Key Points
- Sam Bankman-Fried’s parents made their case on CNN, asserting that FTX customers lost nothing and creditors received full repayment with interest
- The FTX Recovery Trust plans to release approximately $2.2 billion by the end of March, pushing total asset recovery close to $10 billion
- Creditor distributions are calculated using November 2022 valuations—when Bitcoin traded around $16,800 versus today’s ~$69,000
- FTX creditor advocate Sunil Kavuri disputes the claim, stating “FTX creditors are not whole”
- Former President Trump has ruled out a pardon for SBF; prediction markets place odds at just 12%
Joseph Bankman and Barbara Fried, parents of imprisoned FTX founder Sam Bankman-Fried, sat down for their inaugural television appearance on CNN’s Smerconish program this past weekend. Their central argument: their son’s criminal conviction is fundamentally flawed because FTX customers ultimately recovered their funds.

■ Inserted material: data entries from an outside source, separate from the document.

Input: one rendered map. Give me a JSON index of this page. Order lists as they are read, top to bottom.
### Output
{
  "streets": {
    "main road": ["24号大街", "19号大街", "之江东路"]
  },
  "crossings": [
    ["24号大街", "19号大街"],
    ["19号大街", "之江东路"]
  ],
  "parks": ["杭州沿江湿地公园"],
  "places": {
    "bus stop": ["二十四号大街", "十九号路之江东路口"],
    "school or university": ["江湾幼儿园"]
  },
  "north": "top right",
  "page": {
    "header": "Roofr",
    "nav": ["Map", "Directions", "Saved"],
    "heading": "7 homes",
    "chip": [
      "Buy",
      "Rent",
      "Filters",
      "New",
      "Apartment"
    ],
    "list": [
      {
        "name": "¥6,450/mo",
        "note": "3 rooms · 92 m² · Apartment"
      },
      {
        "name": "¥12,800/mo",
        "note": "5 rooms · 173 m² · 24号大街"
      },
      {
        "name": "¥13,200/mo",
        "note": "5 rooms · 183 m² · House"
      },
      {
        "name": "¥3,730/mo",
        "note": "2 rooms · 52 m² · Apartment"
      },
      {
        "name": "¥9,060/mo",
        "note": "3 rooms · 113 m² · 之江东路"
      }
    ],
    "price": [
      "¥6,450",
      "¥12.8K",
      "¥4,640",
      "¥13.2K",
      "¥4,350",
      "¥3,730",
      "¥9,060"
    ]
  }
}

“Bankman-Fried’s Mom Told to Not Call Court on Son’s Behalf”
“FTX co-founder Sam Bankman-Fried’s mother may have been a law professor at Stanford University.
But the judge who sentenced her son to 25 years in prison said she can’t act on his behalf in his bid for a new… pic.twitter.com/7AKIdMQmHr
— kristen shaughnessy (@kshaughnessy2) March 17, 2026
“The money was always there,” Joseph Bankman declared during the interview. “These were very profitable companies with billions of extra assets.”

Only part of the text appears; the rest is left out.